**Exercise inputs**
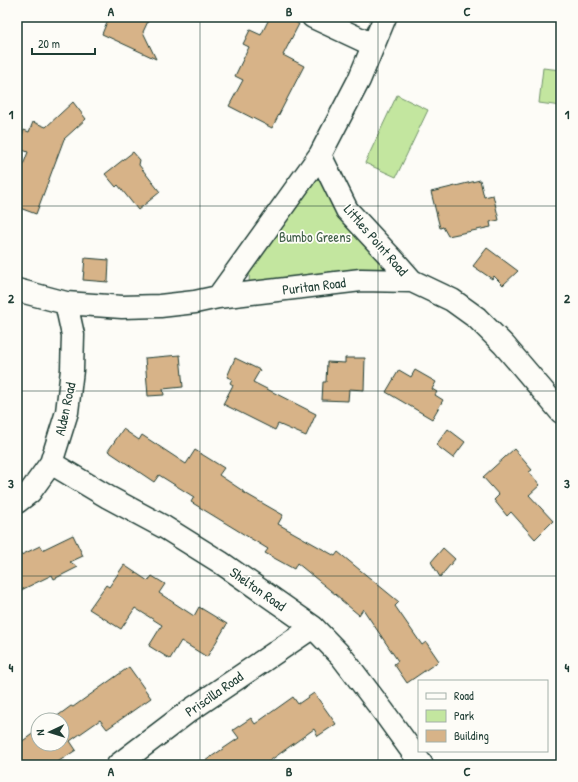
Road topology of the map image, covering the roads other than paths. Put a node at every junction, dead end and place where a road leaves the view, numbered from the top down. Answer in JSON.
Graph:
{"nodes":[{"id":1,"x":313,"y":17,"type":"edge"},
{"id":2,"x":385,"y":17,"type":"edge"},
{"id":3,"x":373,"y":45,"type":"junction"},
{"id":4,"x":320,"y":155,"type":"junction"},
{"id":5,"x":412,"y":281,"type":"junction"},
{"id":6,"x":17,"y":290,"type":"edge"},
{"id":7,"x":218,"y":297,"type":"junction"},
{"id":8,"x":66,"y":303,"type":"junction"},
{"id":9,"x":561,"y":412,"type":"edge"},
{"id":10,"x":51,"y":463,"type":"junction"},
{"id":11,"x":17,"y":502,"type":"edge"},
{"id":12,"x":313,"y":627,"type":"junction"},
{"id":13,"x":118,"y":765,"type":"edge"},
{"id":14,"x":422,"y":765,"type":"edge"}],
"edges":[{"from":1,"to":3,"type":"street"},
{"from":2,"to":3,"type":"street"},
{"from":3,"to":4,"type":"street"},
{"from":4,"to":5,"type":"street","name":"Littles Point Road"},
{"from":4,"to":7,"type":"street"},
{"from":5,"to":7,"type":"street","name":"Puritan Road"},
{"from":5,"to":9,"type":"street","name":"Puritan Road"},
{"from":6,"to":8,"type":"street","name":"Puritan Road"},
{"from":7,"to":8,"type":"street","name":"Puritan Road"},
{"from":8,"to":10,"type":"street","name":"Alden Road"},
{"from":10,"to":11,"type":"street","name":"Alden Road"},
{"from":10,"to":12,"type":"street","name":"Shelton Road"},
{"from":12,"to":13,"type":"street","name":"Priscilla Road"},
{"from":12,"to":14,"type":"street","name":"Shelton Road"}]}
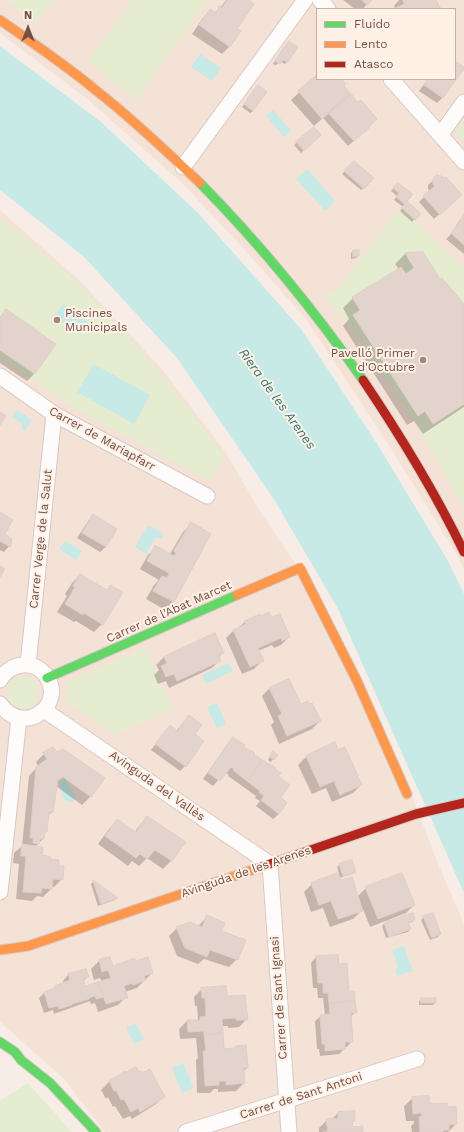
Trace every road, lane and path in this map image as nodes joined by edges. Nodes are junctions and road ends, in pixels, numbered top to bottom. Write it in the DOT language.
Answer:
graph roads {
  1 [pos="305,0"];
  2 [pos="320,0"];
  3 [pos="327,8"];
  4 [pos="0,20"];
  5 [pos="392,80"];
  6 [pos="464,102"];
  7 [pos="441,134"];
  8 [pos="464,162"];
  9 [pos="183,167"];
  10 [pos="0,376"];
  11 [pos="54,414"];
  12 [pos="207,496"];
  13 [pos="464,552"];
  14 [pos="28,665"];
  15 [pos="0,678"];
  16 [pos="47,678"];
  17 [pos="0,704"];
  18 [pos="44,710"];
  19 [pos="19,718"];
  20 [pos="407,794"];
  21 [pos="464,803"];
  22 [pos="270,864"];
  23 [pos="0,892"];
  24 [pos="28,946"];
  25 [pos="0,950"];
  26 [pos="0,960"];
  27 [pos="0,1042"];
  28 [pos="0,1051"];
  29 [pos="417,1059"];
  30 [pos="21,1060"];
  31 [pos="287,1100"];
  32 [pos="96,1132"];
  33 [pos="186,1132"];
  34 [pos="289,1132"];
  1 -- 9 [label="street"];
  2 -- 3 [label="street"];
  4 -- 9 [label="street"];
  5 -- 7 [label="street"];
  6 -- 7 [label="street"];
  7 -- 8 [label="street"];
  9 -- 13 [label="street"];
  10 -- 11 [label="street, Carrer de Mariapfarr"];
  11 -- 12 [label="street, Carrer de Mariapfarr"];
  11 -- 14 [label="street, Carrer Verge de la Salut"];
  14 -- 15 [label="street"];
  14 -- 16 [label="street"];
  16 -- 18 [label="street"];
  16 -- 20 [label="street, Carrer de l'Abat Marcet"];
  17 -- 19 [label="street"];
  18 -- 19 [label="street"];
  18 -- 22 [label="street, Avinguda del Vallès"];
  19 -- 23 [label="street"];
  21 -- 22 [label="street, Avinguda de les Arenes"];
  22 -- 24 [label="street, Avinguda de les Arenes"];
  22 -- 31 [label="street, Carrer de Sant Ignasi"];
  24 -- 25 [label="street, Avinguda de les Arenes"];
  24 -- 26 [label="street, Avinguda de les Arenes"];
  27 -- 30 [label="street"];
  28 -- 30 [label="street"];
  29 -- 31 [label="street, Carrer de Sant Antoni"];
  30 -- 32 [label="street"];
  31 -- 33 [label="street, Carrer de Sant Antoni"];
  31 -- 34 [label="street, Carrer de Sant Ignasi"];
}
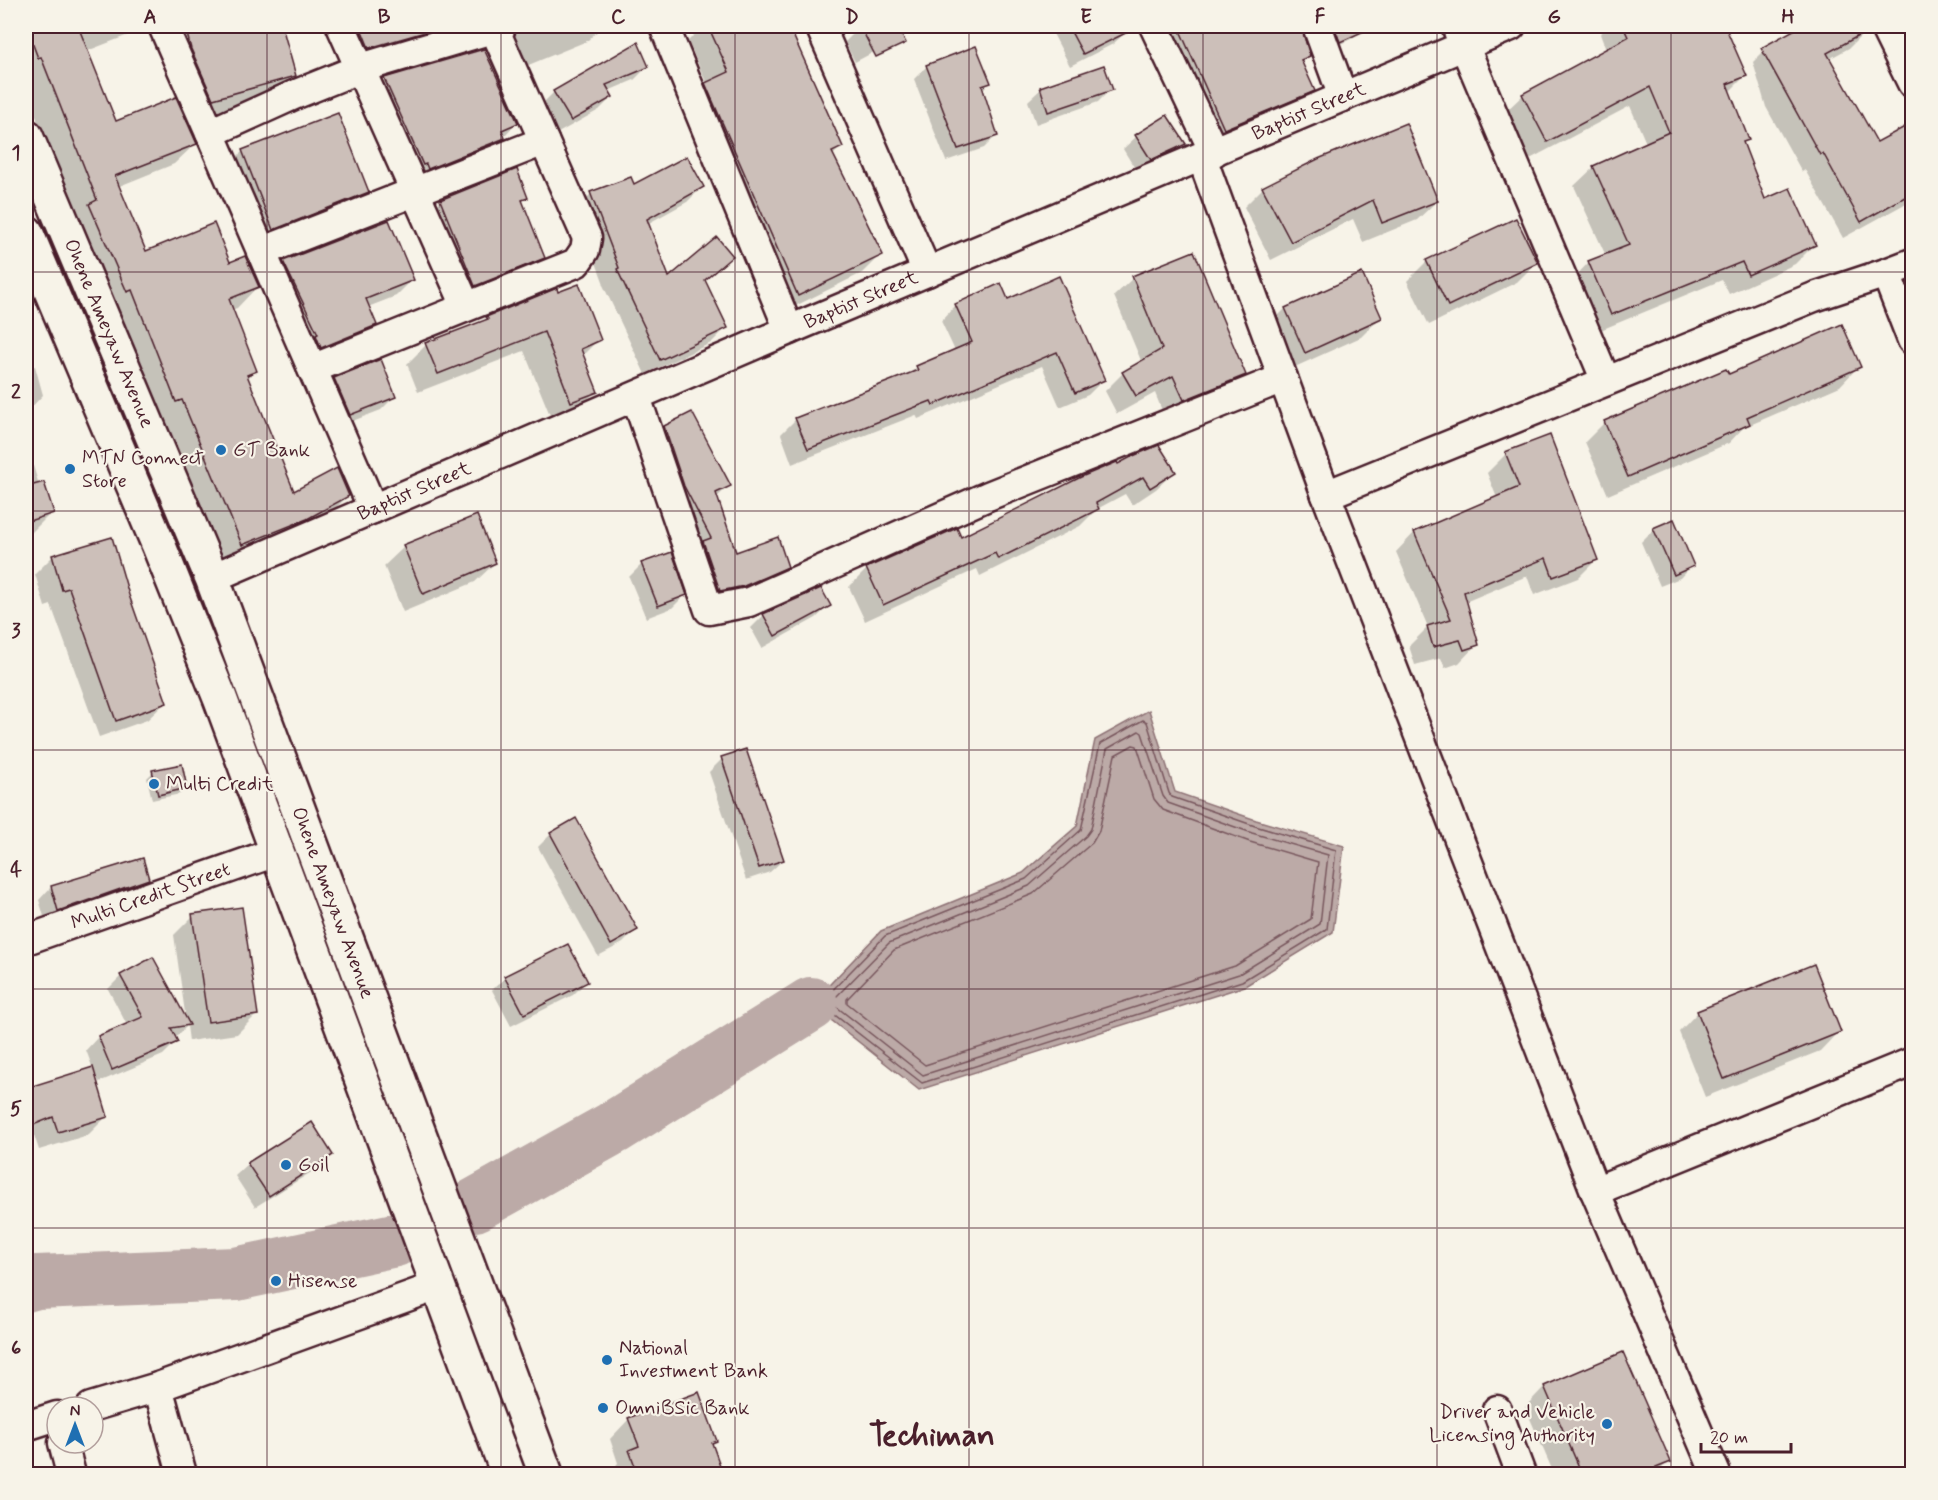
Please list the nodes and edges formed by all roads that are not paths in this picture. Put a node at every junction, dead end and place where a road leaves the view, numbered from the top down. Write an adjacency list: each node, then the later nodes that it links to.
1 (163, 26): 14 (street)
2 (341, 26): 11 (street)
3 (496, 26): 11 (street); 16 (street)
4 (664, 26): 25 (street)
5 (820, 26): 22 (street)
6 (1154, 26): 17 (street)
7 (1317, 26): 13 (street)
8 (1511, 26): 10 (street, Baptist Street)
9 (1884, 26): 12 (street)
10 (1459, 36): 13 (street, Baptist Street); 29 (street)
11 (362, 68): 14 (street); 18 (street)
12 (1912, 84)
13 (1343, 97): 17 (street, Baptist Street)
14 (210, 133): 20 (street)
15 (26, 136): 33 (highway, Ohene Ameyaw Avenue)
16 (544, 141): 18 (street); 24 (street)
17 (1208, 155): 22 (street, Baptist Street); 28 (street)
18 (416, 191): 20 (street); 24 (street)
19 (26, 232): 34 (highway, Ohene Ameyaw Avenue)
20 (261, 252): 27 (street)
21 (1912, 263): 23 (street)
22 (927, 272): 25 (street, Baptist Street)
23 (1886, 273): 26 (street); 29 (street)
24 (466, 306): 27 (street)
25 (789, 330): 30 (street, Baptist Street)
26 (1912, 340)
27 (312, 369): 32 (street)
28 (1283, 378): 30 (street); 31 (street)
29 (1606, 381): 31 (street)
30 (636, 397): 32 (street, Baptist Street)
31 (1326, 495): 41 (street)
32 (373, 509): 33 (street, Baptist Street)
33 (212, 578): 36 (highway, Ohene Ameyaw Avenue)
34 (276, 852): 35 (street, Multi Credit Street); 37 (highway, Ohene Ameyaw Avenue)
35 (26, 940)
36 (372, 1008): 37 (highway); 39 (highway, Ohene Ameyaw Avenue)
37 (339, 1019): 40 (highway, Ohene Ameyaw Avenue)
38 (1912, 1062): 41 (street)
39 (428, 1159): 40 (highway); 43 (highway, Ohene Ameyaw Avenue)
40 (394, 1170): 42 (highway, Ohene Ameyaw Avenue)
41 (1595, 1191): 56 (street)
42 (437, 1286): 44 (highway, Ohene Ameyaw Avenue); 45 (street)
43 (508, 1375): 44 (highway); 54 (highway, Ohene Ameyaw Avenue)
44 (474, 1385): 53 (highway, Ohene Ameyaw Avenue)
45 (158, 1387): 46 (street); 52 (street)
46 (105, 1403)
47 (1497, 1410): 55 (street)
48 (45, 1420): 49 (street)
49 (26, 1426)
50 (66, 1455): 51 (street)
51 (71, 1474)
52 (182, 1474)
53 (508, 1474)
54 (546, 1474)
55 (1521, 1474)
56 (1716, 1474)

**Your goal**
Could you set down the material above word for word while dropping its pictures?

**Result for this task**
Road topology of the map image, covering the roads other than paths. Put a node at every junction, dead end and place where a road leaves the view, numbered from the top down. Answer in JSON.
Graph:
{"nodes":[{"id":1,"x":313,"y":17,"type":"edge"},
{"id":2,"x":385,"y":17,"type":"edge"},
{"id":3,"x":373,"y":45,"type":"junction"},
{"id":4,"x":320,"y":155,"type":"junction"},
{"id":5,"x":412,"y":281,"type":"junction"},
{"id":6,"x":17,"y":290,"type":"edge"},
{"id":7,"x":218,"y":297,"type":"junction"},
{"id":8,"x":66,"y":303,"type":"junction"},
{"id":9,"x":561,"y":412,"type":"edge"},
{"id":10,"x":51,"y":463,"type":"junction"},
{"id":11,"x":17,"y":502,"type":"edge"},
{"id":12,"x":313,"y":627,"type":"junction"},
{"id":13,"x":118,"y":765,"type":"edge"},
{"id":14,"x":422,"y":765,"type":"edge"}],
"edges":[{"from":1,"to":3,"type":"street"},
{"from":2,"to":3,"type":"street"},
{"from":3,"to":4,"type":"street"},
{"from":4,"to":5,"type":"street","name":"Littles Point Road"},
{"from":4,"to":7,"type":"street"},
{"from":5,"to":7,"type":"street","name":"Puritan Road"},
{"from":5,"to":9,"type":"street","name":"Puritan Road"},
{"from":6,"to":8,"type":"street","name":"Puritan Road"},
{"from":7,"to":8,"type":"street","name":"Puritan Road"},
{"from":8,"to":10,"type":"street","name":"Alden Road"},
{"from":10,"to":11,"type":"street","name":"Alden Road"},
{"from":10,"to":12,"type":"street","name":"Shelton Road"},
{"from":12,"to":13,"type":"street","name":"Priscilla Road"},
{"from":12,"to":14,"type":"street","name":"Shelton Road"}]}
Trace every road, lane and path in this map image as nodes joined by edges. Nodes are junctions and road ends, in pixels, numbered top to bottom. Write it in the DOT language.
Answer:
graph roads {
  1 [pos="305,0"];
  2 [pos="320,0"];
  3 [pos="327,8"];
  4 [pos="0,20"];
  5 [pos="392,80"];
  6 [pos="464,102"];
  7 [pos="441,134"];
  8 [pos="464,162"];
  9 [pos="183,167"];
  10 [pos="0,376"];
  11 [pos="54,414"];
  12 [pos="207,496"];
  13 [pos="464,552"];
  14 [pos="28,665"];
  15 [pos="0,678"];
  16 [pos="47,678"];
  17 [pos="0,704"];
  18 [pos="44,710"];
  19 [pos="19,718"];
  20 [pos="407,794"];
  21 [pos="464,803"];
  22 [pos="270,864"];
  23 [pos="0,892"];
  24 [pos="28,946"];
  25 [pos="0,950"];
  26 [pos="0,960"];
  27 [pos="0,1042"];
  28 [pos="0,1051"];
  29 [pos="417,1059"];
  30 [pos="21,1060"];
  31 [pos="287,1100"];
  32 [pos="96,1132"];
  33 [pos="186,1132"];
  34 [pos="289,1132"];
  1 -- 9 [label="street"];
  2 -- 3 [label="street"];
  4 -- 9 [label="street"];
  5 -- 7 [label="street"];
  6 -- 7 [label="street"];
  7 -- 8 [label="street"];
  9 -- 13 [label="street"];
  10 -- 11 [label="street, Carrer de Mariapfarr"];
  11 -- 12 [label="street, Carrer de Mariapfarr"];
  11 -- 14 [label="street, Carrer Verge de la Salut"];
  14 -- 15 [label="street"];
  14 -- 16 [label="street"];
  16 -- 18 [label="street"];
  16 -- 20 [label="street, Carrer de l'Abat Marcet"];
  17 -- 19 [label="street"];
  18 -- 19 [label="street"];
  18 -- 22 [label="street, Avinguda del Vallès"];
  19 -- 23 [label="street"];
  21 -- 22 [label="street, Avinguda de les Arenes"];
  22 -- 24 [label="street, Avinguda de les Arenes"];
  22 -- 31 [label="street, Carrer de Sant Ignasi"];
  24 -- 25 [label="street, Avinguda de les Arenes"];
  24 -- 26 [label="street, Avinguda de les Arenes"];
  27 -- 30 [label="street"];
  28 -- 30 [label="street"];
  29 -- 31 [label="street, Carrer de Sant Antoni"];
  30 -- 32 [label="street"];
  31 -- 33 [label="street, Carrer de Sant Antoni"];
  31 -- 34 [label="street, Carrer de Sant Ignasi"];
}
Please list the nodes and edges formed by all roads that are not paths in this picture. Put a node at every junction, dead end and place where a road leaves the view, numbered from the top down. Write an adjacency list: each node, then the later nodes that it links to.
1 (163, 26): 14 (street)
2 (341, 26): 11 (street)
3 (496, 26): 11 (street); 16 (street)
4 (664, 26): 25 (street)
5 (820, 26): 22 (street)
6 (1154, 26): 17 (street)
7 (1317, 26): 13 (street)
8 (1511, 26): 10 (street, Baptist Street)
9 (1884, 26): 12 (street)
10 (1459, 36): 13 (street, Baptist Street); 29 (street)
11 (362, 68): 14 (street); 18 (street)
12 (1912, 84)
13 (1343, 97): 17 (street, Baptist Street)
14 (210, 133): 20 (street)
15 (26, 136): 33 (highway, Ohene Ameyaw Avenue)
16 (544, 141): 18 (street); 24 (street)
17 (1208, 155): 22 (street, Baptist Street); 28 (street)
18 (416, 191): 20 (street); 24 (street)
19 (26, 232): 34 (highway, Ohene Ameyaw Avenue)
20 (261, 252): 27 (street)
21 (1912, 263): 23 (street)
22 (927, 272): 25 (street, Baptist Street)
23 (1886, 273): 26 (street); 29 (street)
24 (466, 306): 27 (street)
25 (789, 330): 30 (street, Baptist Street)
26 (1912, 340)
27 (312, 369): 32 (street)
28 (1283, 378): 30 (street); 31 (street)
29 (1606, 381): 31 (street)
30 (636, 397): 32 (street, Baptist Street)
31 (1326, 495): 41 (street)
32 (373, 509): 33 (street, Baptist Street)
33 (212, 578): 36 (highway, Ohene Ameyaw Avenue)
34 (276, 852): 35 (street, Multi Credit Street); 37 (highway, Ohene Ameyaw Avenue)
35 (26, 940)
36 (372, 1008): 37 (highway); 39 (highway, Ohene Ameyaw Avenue)
37 (339, 1019): 40 (highway, Ohene Ameyaw Avenue)
38 (1912, 1062): 41 (street)
39 (428, 1159): 40 (highway); 43 (highway, Ohene Ameyaw Avenue)
40 (394, 1170): 42 (highway, Ohene Ameyaw Avenue)
41 (1595, 1191): 56 (street)
42 (437, 1286): 44 (highway, Ohene Ameyaw Avenue); 45 (street)
43 (508, 1375): 44 (highway); 54 (highway, Ohene Ameyaw Avenue)
44 (474, 1385): 53 (highway, Ohene Ameyaw Avenue)
45 (158, 1387): 46 (street); 52 (street)
46 (105, 1403)
47 (1497, 1410): 55 (street)
48 (45, 1420): 49 (street)
49 (26, 1426)
50 (66, 1455): 51 (street)
51 (71, 1474)
52 (182, 1474)
53 (508, 1474)
54 (546, 1474)
55 (1521, 1474)
56 (1716, 1474)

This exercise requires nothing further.